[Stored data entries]
—————
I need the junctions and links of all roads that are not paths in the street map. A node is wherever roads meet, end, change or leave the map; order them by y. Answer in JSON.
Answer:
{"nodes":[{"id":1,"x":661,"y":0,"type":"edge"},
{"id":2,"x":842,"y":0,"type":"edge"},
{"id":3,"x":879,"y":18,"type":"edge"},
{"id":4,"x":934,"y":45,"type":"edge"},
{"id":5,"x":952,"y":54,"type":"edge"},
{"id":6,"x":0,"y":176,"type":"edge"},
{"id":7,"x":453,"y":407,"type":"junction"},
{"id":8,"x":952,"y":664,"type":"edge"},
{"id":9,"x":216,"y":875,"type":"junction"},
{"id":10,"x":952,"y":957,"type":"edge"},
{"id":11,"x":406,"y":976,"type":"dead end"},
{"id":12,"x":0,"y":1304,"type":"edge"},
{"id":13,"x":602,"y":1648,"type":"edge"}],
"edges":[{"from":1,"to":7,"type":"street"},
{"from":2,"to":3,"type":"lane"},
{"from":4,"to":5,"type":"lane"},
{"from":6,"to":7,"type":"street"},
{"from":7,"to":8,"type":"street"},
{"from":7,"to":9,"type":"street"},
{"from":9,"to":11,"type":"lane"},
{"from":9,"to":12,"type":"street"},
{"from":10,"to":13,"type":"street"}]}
—————
Work instructions |
The lines above are to be retyped exactly, with none omitted.

Answer to this task |
I need the junctions and links of all roads that are not paths in the street map. A node is wherever roads meet, end, change or leave the map; order them by y. Answer in JSON.
Answer:
{"nodes":[{"id":1,"x":661,"y":0,"type":"edge"},
{"id":2,"x":842,"y":0,"type":"edge"},
{"id":3,"x":879,"y":18,"type":"edge"},
{"id":4,"x":934,"y":45,"type":"edge"},
{"id":5,"x":952,"y":54,"type":"edge"},
{"id":6,"x":0,"y":176,"type":"edge"},
{"id":7,"x":453,"y":407,"type":"junction"},
{"id":8,"x":952,"y":664,"type":"edge"},
{"id":9,"x":216,"y":875,"type":"junction"},
{"id":10,"x":952,"y":957,"type":"edge"},
{"id":11,"x":406,"y":976,"type":"dead end"},
{"id":12,"x":0,"y":1304,"type":"edge"},
{"id":13,"x":602,"y":1648,"type":"edge"}],
"edges":[{"from":1,"to":7,"type":"street"},
{"from":2,"to":3,"type":"lane"},
{"from":4,"to":5,"type":"lane"},
{"from":6,"to":7,"type":"street"},
{"from":7,"to":8,"type":"street"},
{"from":7,"to":9,"type":"street"},
{"from":9,"to":11,"type":"lane"},
{"from":9,"to":12,"type":"street"},
{"from":10,"to":13,"type":"street"}]}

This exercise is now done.